___ EXTRACTED ENTRIES ___

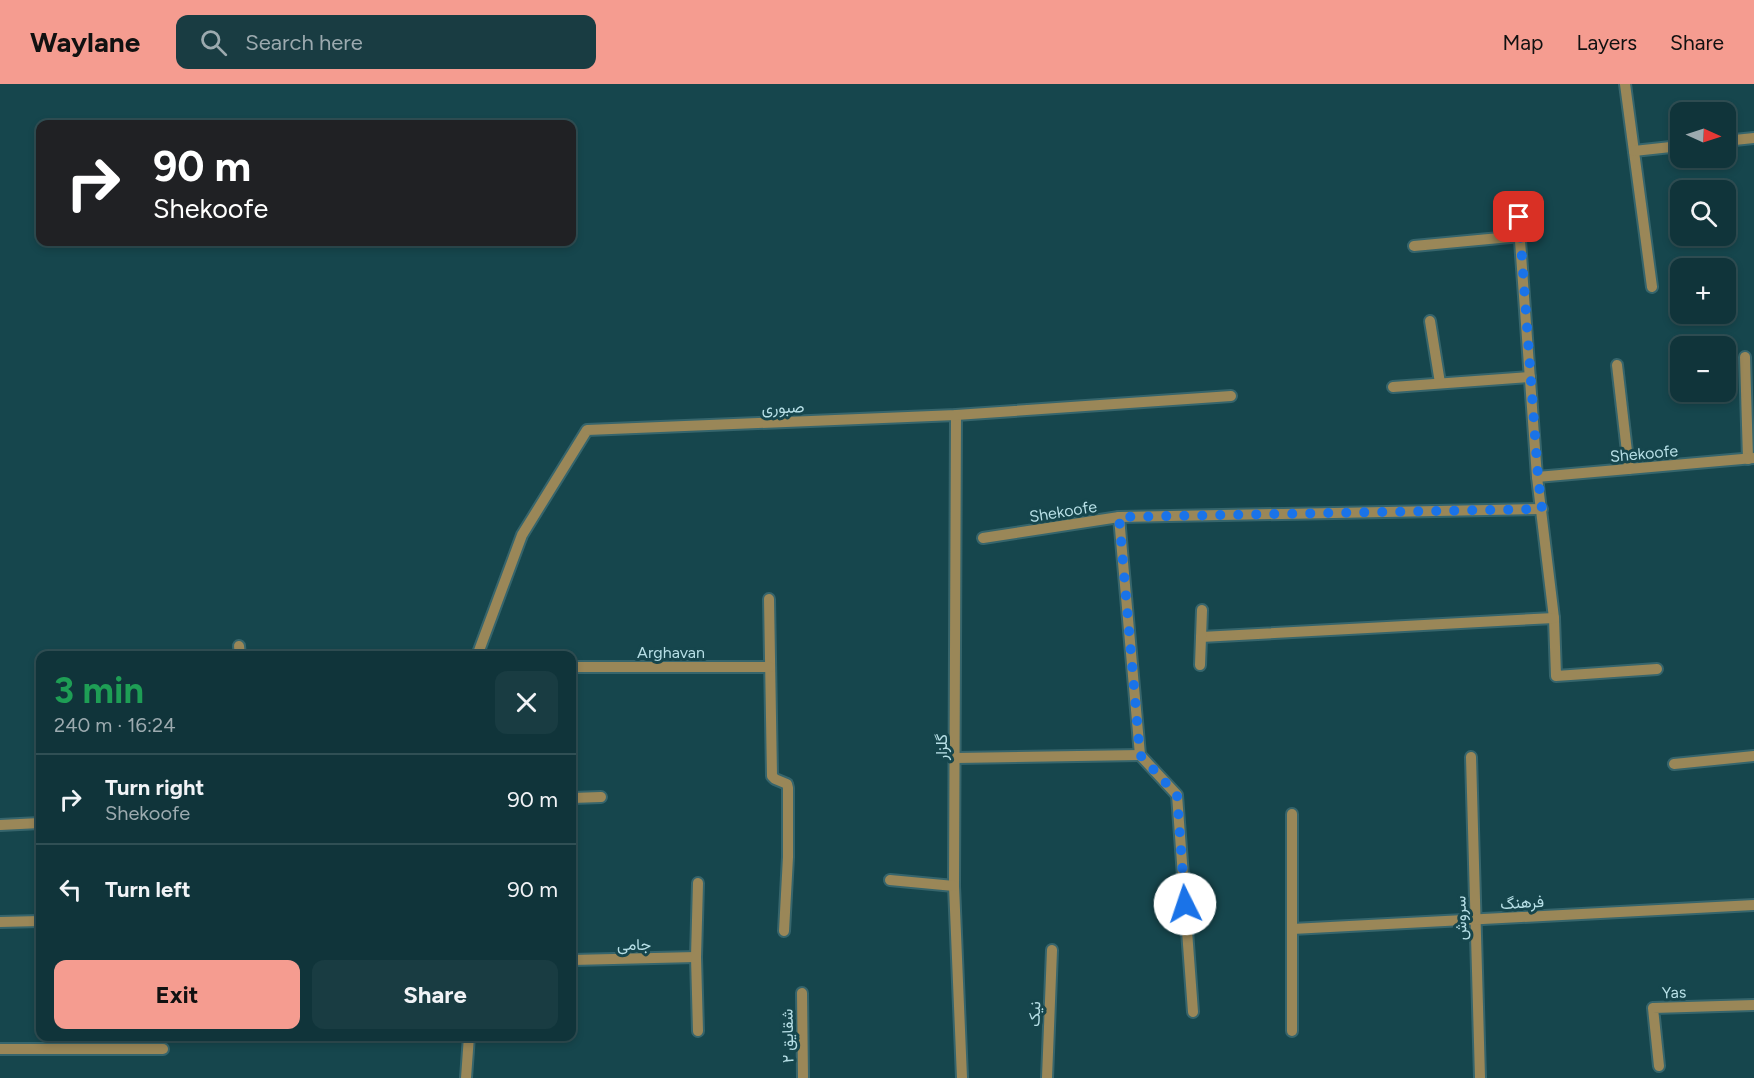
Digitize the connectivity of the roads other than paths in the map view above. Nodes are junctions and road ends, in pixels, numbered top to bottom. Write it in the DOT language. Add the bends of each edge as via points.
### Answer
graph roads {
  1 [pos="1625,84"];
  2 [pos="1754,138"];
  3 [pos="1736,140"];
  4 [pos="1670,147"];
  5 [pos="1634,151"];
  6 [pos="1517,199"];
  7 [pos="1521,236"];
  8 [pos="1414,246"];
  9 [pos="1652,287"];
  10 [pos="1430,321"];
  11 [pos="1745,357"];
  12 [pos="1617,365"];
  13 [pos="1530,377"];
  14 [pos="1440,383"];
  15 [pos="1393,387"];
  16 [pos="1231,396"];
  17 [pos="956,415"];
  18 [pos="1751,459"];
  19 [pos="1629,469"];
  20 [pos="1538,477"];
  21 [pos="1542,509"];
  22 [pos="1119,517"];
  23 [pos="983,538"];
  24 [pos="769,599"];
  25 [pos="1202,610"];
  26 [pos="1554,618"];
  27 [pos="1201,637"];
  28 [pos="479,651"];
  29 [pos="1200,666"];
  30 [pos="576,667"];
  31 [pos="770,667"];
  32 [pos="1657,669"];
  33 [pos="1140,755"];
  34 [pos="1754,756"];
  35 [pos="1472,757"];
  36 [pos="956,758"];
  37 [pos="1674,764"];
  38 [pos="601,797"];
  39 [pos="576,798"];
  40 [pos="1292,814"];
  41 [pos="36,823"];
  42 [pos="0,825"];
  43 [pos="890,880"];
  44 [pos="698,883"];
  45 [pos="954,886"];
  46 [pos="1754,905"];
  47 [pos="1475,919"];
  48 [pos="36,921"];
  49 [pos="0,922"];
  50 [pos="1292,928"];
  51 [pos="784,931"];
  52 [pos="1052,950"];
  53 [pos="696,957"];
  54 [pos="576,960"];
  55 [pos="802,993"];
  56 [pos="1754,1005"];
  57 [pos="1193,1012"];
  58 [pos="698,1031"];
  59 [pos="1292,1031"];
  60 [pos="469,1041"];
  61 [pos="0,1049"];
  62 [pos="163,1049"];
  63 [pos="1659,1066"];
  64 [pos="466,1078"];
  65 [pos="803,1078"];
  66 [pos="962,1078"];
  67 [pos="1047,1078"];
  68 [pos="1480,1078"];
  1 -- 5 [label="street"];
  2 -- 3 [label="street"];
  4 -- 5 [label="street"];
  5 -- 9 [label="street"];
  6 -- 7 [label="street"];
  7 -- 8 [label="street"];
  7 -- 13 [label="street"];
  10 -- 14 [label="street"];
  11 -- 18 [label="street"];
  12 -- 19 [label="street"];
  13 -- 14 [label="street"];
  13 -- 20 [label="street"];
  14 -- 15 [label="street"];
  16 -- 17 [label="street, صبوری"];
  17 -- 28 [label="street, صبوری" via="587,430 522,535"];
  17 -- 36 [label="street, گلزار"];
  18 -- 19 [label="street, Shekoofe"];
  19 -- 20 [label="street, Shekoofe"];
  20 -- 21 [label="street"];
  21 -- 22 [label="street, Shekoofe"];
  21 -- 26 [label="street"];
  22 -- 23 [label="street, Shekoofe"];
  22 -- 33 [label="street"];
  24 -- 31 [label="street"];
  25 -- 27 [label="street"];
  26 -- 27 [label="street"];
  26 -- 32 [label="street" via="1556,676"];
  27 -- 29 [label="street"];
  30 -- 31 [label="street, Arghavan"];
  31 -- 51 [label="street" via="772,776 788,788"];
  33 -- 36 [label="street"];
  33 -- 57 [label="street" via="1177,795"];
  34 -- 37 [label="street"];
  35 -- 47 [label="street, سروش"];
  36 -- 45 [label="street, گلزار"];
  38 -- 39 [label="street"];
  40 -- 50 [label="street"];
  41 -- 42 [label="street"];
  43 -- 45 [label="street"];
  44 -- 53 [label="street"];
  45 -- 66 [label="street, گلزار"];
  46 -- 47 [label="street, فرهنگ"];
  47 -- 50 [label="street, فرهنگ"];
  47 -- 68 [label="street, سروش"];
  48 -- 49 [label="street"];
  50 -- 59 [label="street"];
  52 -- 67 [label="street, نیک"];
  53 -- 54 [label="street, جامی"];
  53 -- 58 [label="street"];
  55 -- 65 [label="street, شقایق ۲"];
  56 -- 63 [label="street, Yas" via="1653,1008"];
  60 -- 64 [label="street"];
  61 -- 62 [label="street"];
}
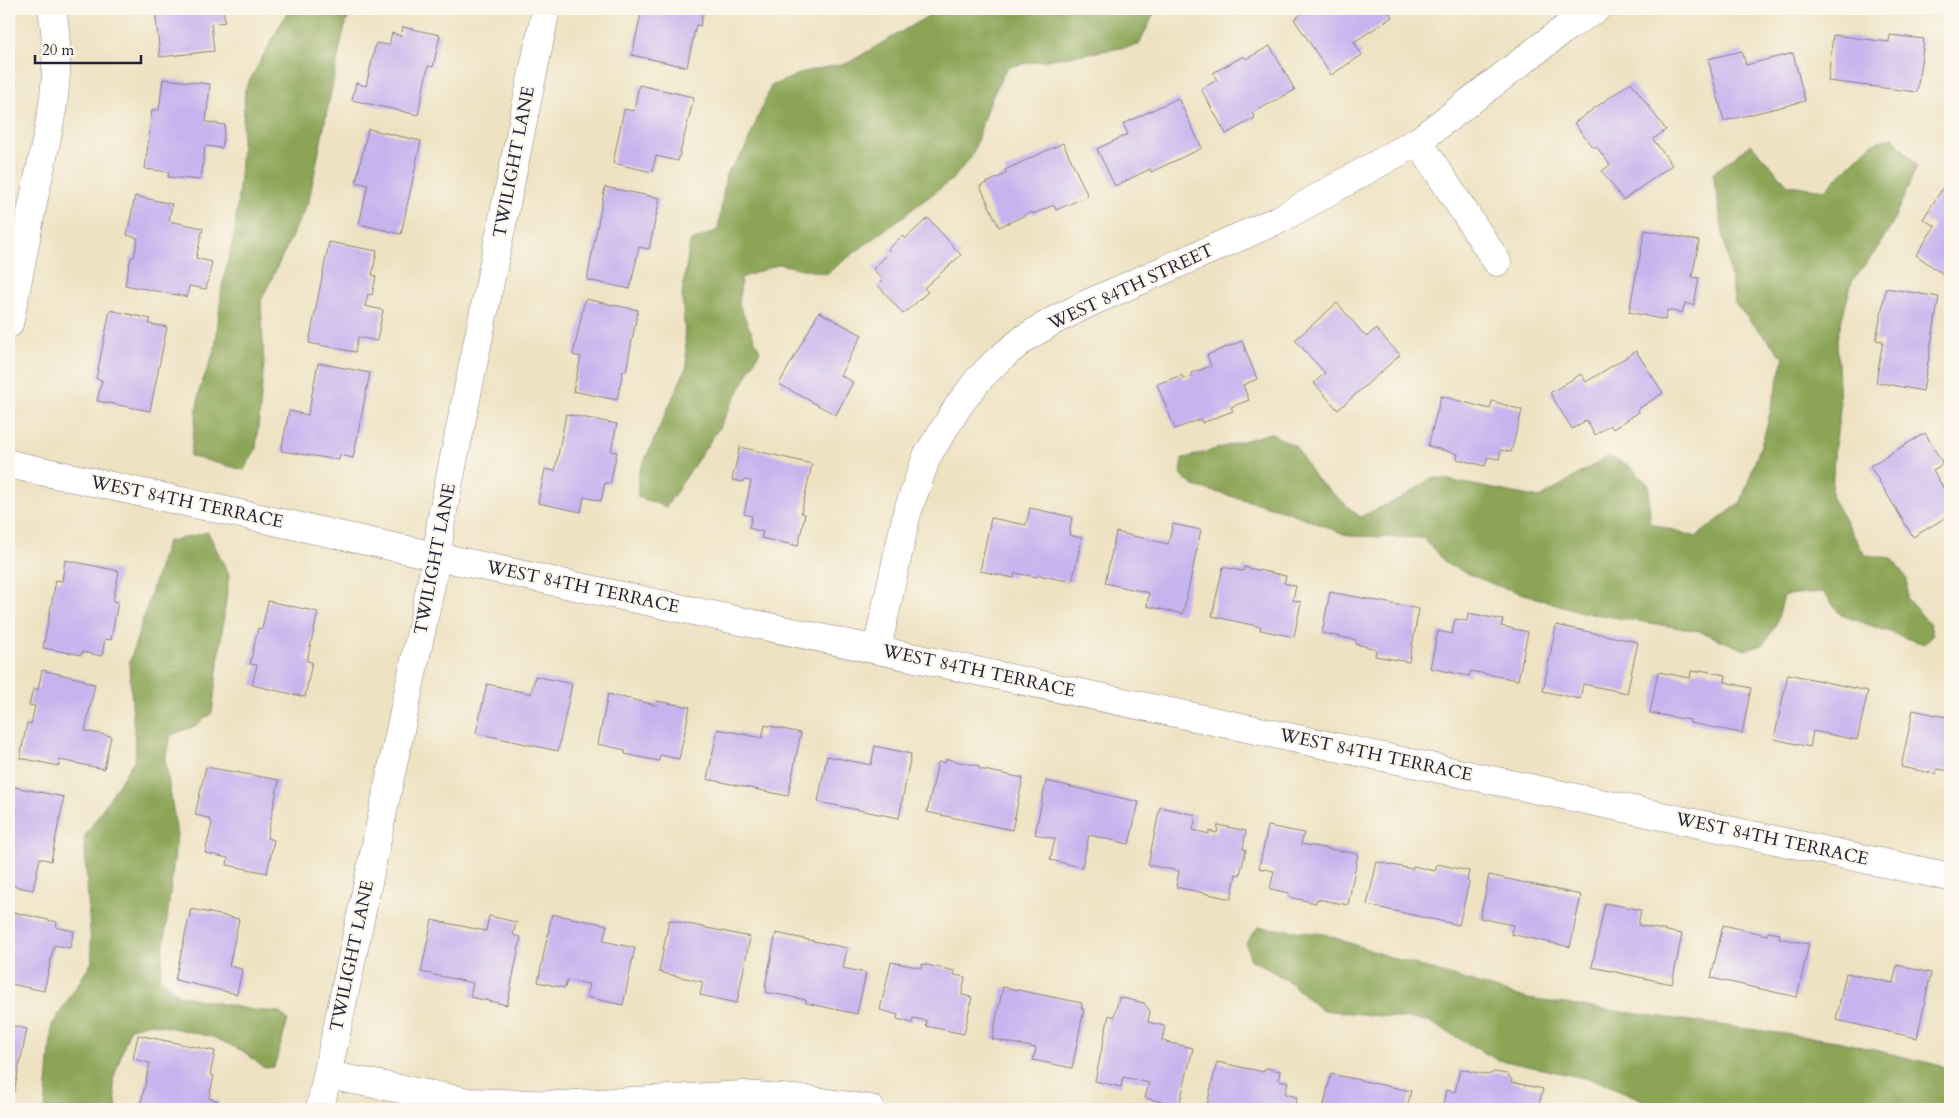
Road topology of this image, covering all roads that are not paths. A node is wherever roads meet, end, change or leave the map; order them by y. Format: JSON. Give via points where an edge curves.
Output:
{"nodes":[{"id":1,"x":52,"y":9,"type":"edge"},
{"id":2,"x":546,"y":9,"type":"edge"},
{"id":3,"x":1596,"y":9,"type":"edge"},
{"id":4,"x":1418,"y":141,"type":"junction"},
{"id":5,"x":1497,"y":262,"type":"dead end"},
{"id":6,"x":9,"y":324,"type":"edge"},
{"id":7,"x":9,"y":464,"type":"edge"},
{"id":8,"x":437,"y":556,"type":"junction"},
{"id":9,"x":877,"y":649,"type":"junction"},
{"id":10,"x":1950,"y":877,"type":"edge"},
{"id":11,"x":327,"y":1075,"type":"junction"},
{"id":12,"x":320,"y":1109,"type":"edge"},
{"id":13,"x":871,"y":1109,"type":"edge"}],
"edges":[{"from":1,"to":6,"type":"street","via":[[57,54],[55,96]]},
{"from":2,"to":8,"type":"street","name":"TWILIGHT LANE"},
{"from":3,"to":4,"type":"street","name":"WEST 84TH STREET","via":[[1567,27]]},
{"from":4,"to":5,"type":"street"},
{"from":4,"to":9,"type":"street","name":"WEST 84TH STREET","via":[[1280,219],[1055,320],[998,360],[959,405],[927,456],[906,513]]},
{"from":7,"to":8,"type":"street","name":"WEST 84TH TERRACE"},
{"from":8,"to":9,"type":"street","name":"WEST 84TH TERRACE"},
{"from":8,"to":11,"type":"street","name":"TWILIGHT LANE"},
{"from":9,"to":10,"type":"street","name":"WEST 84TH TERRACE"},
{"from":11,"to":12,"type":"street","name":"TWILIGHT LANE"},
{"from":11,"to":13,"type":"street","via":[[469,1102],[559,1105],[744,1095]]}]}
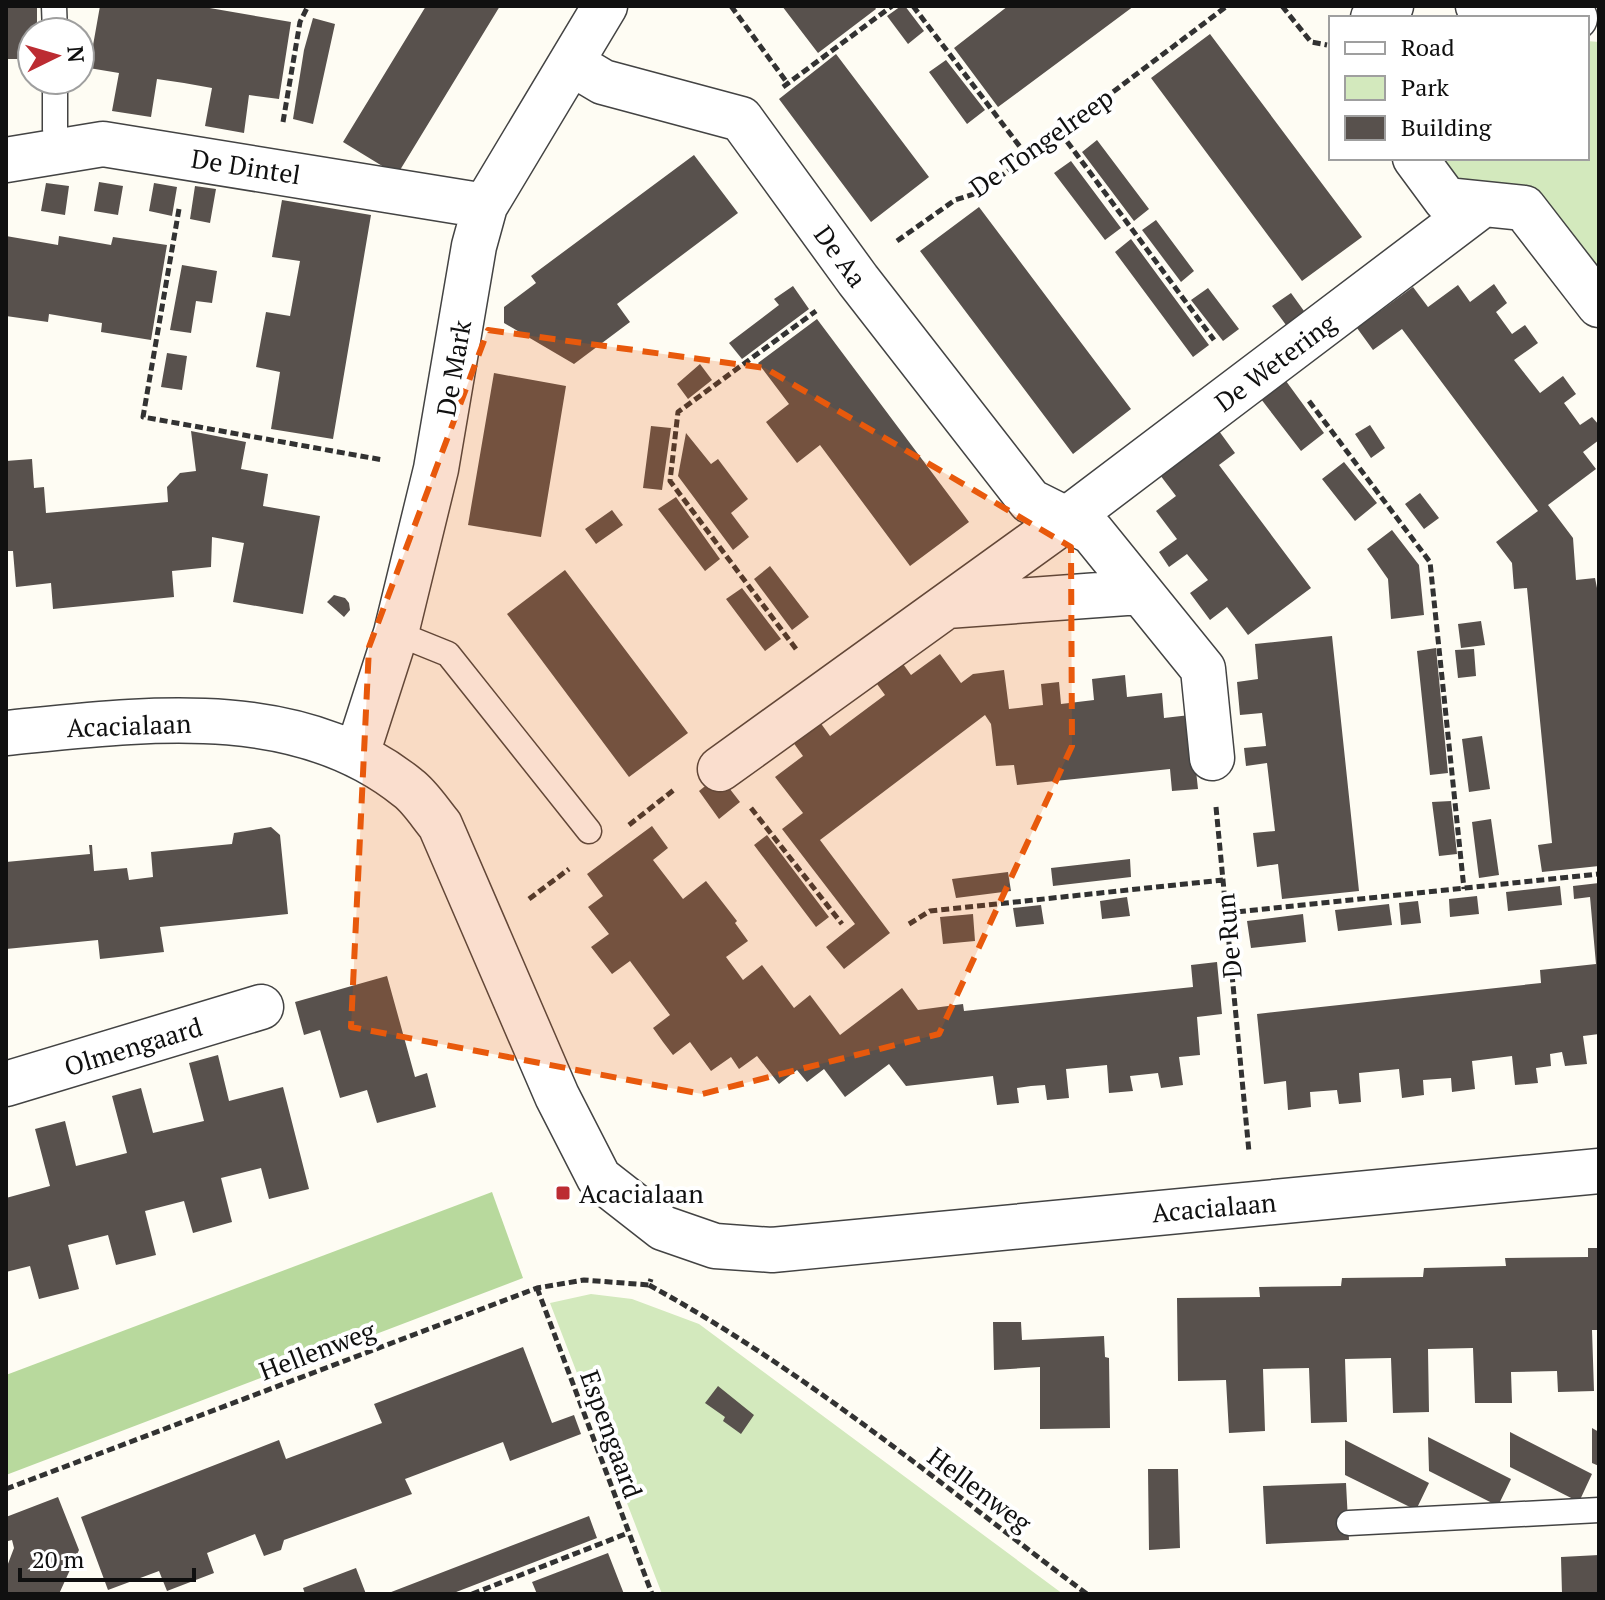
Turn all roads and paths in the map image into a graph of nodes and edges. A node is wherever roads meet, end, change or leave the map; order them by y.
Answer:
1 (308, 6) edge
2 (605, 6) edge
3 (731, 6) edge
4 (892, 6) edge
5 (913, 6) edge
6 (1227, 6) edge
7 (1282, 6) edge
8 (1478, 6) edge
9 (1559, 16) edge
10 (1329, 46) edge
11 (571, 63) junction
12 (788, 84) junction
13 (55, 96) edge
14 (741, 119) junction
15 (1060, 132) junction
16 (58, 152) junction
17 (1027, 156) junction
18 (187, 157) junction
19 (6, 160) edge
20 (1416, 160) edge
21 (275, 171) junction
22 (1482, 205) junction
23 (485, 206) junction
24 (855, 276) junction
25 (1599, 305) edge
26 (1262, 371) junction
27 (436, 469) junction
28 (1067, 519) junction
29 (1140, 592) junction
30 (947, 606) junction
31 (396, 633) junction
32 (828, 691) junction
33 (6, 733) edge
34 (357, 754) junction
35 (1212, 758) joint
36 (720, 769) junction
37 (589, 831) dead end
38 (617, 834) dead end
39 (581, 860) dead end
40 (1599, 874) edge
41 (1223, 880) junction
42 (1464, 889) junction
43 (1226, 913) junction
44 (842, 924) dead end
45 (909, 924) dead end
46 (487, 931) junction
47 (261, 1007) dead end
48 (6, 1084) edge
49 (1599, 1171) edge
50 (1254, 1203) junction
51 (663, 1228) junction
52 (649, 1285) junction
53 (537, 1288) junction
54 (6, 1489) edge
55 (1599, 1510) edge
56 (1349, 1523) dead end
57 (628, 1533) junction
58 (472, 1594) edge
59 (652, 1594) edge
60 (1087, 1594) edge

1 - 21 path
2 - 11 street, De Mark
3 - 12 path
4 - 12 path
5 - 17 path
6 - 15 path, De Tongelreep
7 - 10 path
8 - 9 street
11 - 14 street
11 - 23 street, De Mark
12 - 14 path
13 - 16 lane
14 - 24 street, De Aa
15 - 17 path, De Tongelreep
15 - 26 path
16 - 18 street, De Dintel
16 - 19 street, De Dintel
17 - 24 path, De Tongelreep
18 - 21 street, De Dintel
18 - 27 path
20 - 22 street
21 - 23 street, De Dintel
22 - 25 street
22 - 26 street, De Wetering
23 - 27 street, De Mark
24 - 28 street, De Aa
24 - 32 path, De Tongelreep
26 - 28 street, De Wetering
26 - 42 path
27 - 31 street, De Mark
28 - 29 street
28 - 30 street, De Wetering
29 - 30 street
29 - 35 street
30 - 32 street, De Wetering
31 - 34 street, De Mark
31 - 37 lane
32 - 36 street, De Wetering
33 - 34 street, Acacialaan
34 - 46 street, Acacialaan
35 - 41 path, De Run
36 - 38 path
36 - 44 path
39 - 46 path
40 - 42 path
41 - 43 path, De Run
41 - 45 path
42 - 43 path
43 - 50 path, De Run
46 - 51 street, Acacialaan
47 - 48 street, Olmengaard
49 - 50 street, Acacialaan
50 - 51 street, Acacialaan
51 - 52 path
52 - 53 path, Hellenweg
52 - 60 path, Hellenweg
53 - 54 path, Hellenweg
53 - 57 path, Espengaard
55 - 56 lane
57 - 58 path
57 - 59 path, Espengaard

___

WHAT YOU WILL DO: Reply with one number only, the count of lines above that hold the string "TWILIGHT".

ANSWER BOX: 3